------ EXTRACTED DATA ------

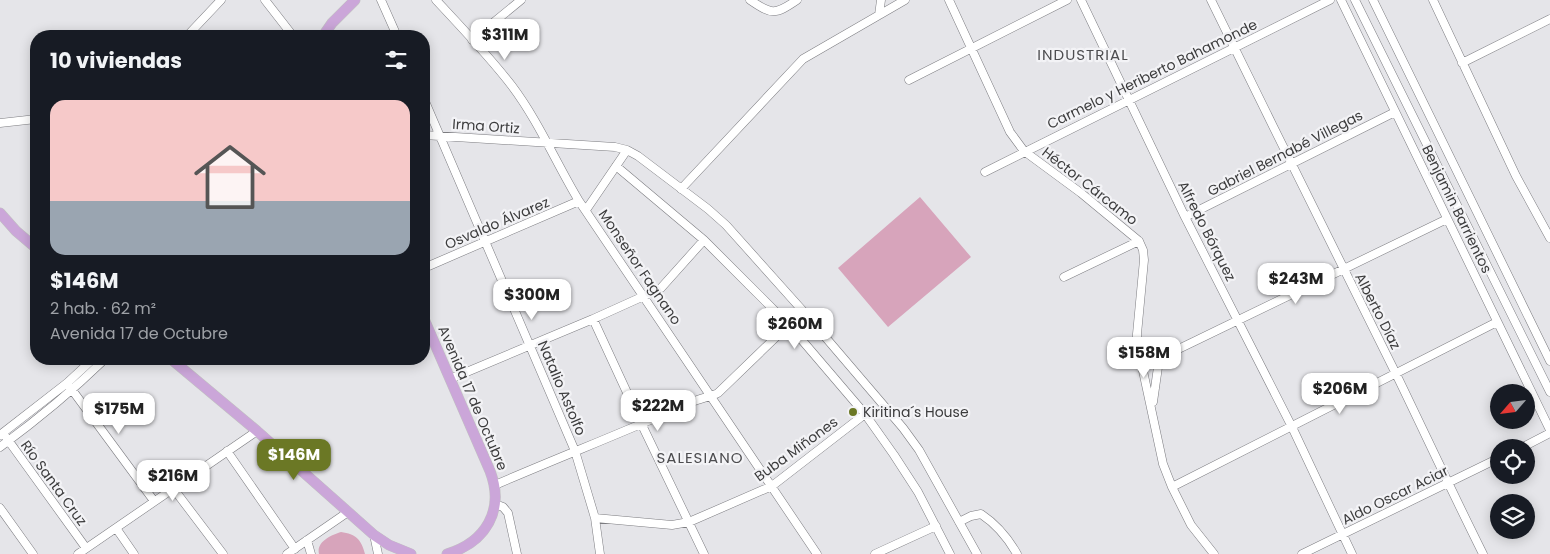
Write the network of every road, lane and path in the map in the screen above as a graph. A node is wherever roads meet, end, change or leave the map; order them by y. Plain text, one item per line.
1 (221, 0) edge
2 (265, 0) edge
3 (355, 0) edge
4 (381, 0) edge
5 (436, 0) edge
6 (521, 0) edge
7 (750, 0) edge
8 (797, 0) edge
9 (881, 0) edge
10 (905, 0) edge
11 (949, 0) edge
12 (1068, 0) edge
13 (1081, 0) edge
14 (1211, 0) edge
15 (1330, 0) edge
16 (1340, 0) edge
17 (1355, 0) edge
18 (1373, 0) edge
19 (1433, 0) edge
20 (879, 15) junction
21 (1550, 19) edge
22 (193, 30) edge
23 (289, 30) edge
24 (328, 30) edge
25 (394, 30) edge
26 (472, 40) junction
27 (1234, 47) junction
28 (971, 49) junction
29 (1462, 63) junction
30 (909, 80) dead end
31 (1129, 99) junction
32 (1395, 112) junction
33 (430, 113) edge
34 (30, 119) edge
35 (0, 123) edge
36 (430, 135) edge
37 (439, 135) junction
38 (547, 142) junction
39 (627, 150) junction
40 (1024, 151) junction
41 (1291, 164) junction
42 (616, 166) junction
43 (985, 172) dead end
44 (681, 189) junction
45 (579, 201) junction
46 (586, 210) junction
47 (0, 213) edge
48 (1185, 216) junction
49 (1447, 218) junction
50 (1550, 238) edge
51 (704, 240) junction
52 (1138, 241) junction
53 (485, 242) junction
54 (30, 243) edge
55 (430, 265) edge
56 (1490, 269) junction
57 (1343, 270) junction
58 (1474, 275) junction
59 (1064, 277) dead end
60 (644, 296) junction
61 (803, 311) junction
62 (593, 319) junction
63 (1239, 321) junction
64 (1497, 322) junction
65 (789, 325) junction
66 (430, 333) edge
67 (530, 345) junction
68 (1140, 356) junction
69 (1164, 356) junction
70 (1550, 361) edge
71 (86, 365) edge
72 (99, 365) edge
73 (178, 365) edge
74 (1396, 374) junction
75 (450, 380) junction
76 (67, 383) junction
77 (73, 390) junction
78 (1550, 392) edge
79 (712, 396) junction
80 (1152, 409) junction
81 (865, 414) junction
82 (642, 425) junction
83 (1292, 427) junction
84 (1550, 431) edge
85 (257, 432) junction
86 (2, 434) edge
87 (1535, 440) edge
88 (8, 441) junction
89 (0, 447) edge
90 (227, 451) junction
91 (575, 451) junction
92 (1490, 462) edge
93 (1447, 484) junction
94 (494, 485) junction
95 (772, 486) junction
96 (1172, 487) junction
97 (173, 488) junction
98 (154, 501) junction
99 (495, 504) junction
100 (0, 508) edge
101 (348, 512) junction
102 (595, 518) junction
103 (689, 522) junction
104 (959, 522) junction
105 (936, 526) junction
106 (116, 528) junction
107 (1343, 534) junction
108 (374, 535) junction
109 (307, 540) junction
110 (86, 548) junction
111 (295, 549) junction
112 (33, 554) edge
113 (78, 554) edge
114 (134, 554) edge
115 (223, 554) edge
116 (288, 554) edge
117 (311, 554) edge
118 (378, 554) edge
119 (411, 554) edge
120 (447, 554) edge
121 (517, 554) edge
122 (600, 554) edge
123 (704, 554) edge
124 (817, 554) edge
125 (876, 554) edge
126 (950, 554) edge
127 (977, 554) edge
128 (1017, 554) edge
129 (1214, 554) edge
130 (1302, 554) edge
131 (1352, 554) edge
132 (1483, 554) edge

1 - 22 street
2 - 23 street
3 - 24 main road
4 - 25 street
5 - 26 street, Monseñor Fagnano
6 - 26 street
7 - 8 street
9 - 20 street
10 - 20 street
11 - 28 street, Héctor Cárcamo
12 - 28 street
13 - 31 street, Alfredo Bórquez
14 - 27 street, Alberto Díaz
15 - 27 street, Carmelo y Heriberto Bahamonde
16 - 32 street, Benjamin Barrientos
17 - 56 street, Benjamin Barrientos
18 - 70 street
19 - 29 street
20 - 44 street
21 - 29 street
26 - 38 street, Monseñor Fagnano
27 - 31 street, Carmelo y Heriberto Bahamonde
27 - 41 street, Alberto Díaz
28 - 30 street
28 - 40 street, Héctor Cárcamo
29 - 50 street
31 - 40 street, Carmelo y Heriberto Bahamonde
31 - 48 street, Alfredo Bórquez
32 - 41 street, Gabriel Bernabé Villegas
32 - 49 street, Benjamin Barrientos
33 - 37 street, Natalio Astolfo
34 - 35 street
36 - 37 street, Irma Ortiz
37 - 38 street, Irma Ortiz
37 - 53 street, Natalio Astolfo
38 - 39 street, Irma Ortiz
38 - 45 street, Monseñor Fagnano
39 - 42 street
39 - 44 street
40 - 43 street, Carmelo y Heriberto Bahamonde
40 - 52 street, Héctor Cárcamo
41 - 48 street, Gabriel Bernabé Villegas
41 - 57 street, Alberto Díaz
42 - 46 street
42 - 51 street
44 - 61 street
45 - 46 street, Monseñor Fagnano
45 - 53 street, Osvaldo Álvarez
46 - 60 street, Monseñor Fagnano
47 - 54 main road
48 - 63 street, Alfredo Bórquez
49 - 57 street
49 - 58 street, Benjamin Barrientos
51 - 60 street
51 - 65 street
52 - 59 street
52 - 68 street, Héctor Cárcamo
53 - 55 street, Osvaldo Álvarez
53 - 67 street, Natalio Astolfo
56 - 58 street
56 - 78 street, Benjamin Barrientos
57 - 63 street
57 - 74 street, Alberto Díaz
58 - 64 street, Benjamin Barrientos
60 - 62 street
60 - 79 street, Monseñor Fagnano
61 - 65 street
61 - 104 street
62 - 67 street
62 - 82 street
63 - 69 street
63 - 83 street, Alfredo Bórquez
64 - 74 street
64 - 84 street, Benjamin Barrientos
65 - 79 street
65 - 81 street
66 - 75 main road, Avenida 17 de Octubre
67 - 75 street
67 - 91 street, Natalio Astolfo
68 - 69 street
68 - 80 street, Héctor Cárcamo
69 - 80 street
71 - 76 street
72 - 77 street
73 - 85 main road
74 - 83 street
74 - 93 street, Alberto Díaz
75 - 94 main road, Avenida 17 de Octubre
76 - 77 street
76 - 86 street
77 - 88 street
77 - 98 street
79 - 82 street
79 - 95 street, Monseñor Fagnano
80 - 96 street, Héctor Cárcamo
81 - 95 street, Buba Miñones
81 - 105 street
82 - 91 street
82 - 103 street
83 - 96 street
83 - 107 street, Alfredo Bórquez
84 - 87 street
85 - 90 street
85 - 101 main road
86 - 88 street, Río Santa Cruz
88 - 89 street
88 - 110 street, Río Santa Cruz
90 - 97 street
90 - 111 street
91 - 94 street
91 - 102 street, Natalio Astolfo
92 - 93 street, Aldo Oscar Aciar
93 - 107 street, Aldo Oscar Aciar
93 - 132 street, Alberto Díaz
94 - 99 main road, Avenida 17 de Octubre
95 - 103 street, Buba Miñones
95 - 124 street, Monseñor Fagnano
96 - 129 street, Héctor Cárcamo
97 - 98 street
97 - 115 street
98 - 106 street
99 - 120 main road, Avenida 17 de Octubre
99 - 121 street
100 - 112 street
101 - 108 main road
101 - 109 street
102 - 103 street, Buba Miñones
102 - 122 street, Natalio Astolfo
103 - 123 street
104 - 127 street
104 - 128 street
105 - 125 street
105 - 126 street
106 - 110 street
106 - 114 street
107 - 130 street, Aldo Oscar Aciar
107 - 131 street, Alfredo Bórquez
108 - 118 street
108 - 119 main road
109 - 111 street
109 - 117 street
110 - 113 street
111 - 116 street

------
------ EXTRACTED DATA ------

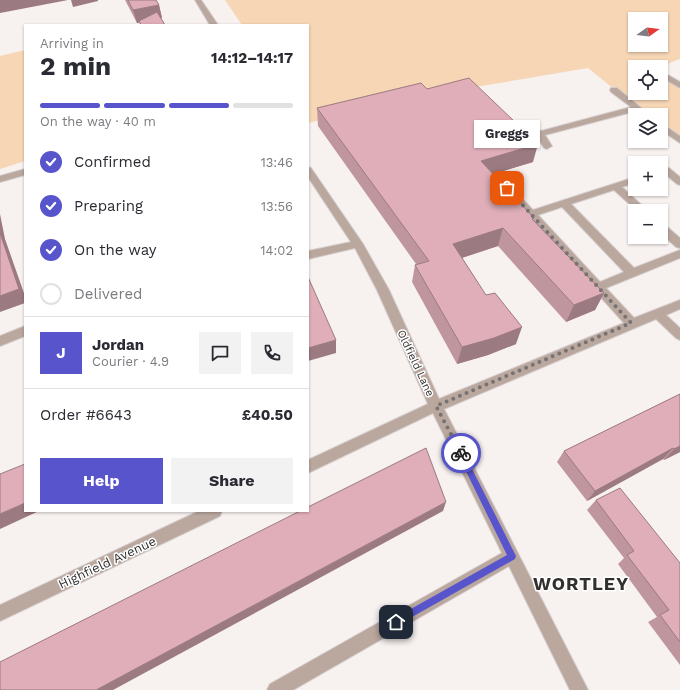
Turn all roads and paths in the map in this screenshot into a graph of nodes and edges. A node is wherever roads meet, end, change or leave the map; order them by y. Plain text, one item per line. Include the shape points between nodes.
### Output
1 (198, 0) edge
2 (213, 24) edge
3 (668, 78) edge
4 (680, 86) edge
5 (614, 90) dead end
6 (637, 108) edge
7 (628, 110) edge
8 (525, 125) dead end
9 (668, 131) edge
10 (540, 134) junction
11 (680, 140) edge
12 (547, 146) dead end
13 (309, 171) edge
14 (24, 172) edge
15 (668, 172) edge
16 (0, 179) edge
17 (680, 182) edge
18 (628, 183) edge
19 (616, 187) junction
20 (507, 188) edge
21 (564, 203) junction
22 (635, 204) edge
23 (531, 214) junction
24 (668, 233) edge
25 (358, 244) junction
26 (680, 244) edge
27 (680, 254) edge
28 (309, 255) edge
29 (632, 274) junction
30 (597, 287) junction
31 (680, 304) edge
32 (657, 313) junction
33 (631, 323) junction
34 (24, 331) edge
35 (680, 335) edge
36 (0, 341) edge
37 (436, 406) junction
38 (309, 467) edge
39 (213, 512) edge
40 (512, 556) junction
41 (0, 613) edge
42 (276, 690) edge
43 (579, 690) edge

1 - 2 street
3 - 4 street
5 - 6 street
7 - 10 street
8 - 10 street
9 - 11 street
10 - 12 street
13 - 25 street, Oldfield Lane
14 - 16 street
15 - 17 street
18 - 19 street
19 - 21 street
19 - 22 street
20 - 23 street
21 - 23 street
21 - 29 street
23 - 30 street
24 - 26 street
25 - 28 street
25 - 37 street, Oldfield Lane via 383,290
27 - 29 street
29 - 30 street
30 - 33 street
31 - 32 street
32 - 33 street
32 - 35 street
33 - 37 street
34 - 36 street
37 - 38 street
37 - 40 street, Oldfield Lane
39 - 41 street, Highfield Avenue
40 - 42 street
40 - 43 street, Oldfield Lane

------

**TASK BRIEF**
Copy each line from the entries above that has the word "graph" in it.

**EXERCISE ANSWER**
Write the network of every road, lane and path in the map in the screen above as a graph. A node is wherever roads meet, end, change or leave the map; order them by y. Plain text, one item per line.
Turn all roads and paths in the map in this screenshot into a graph of nodes and edges. A node is wherever roads meet, end, change or leave the map; order them by y. Plain text, one item per line. Include the shape points between nodes.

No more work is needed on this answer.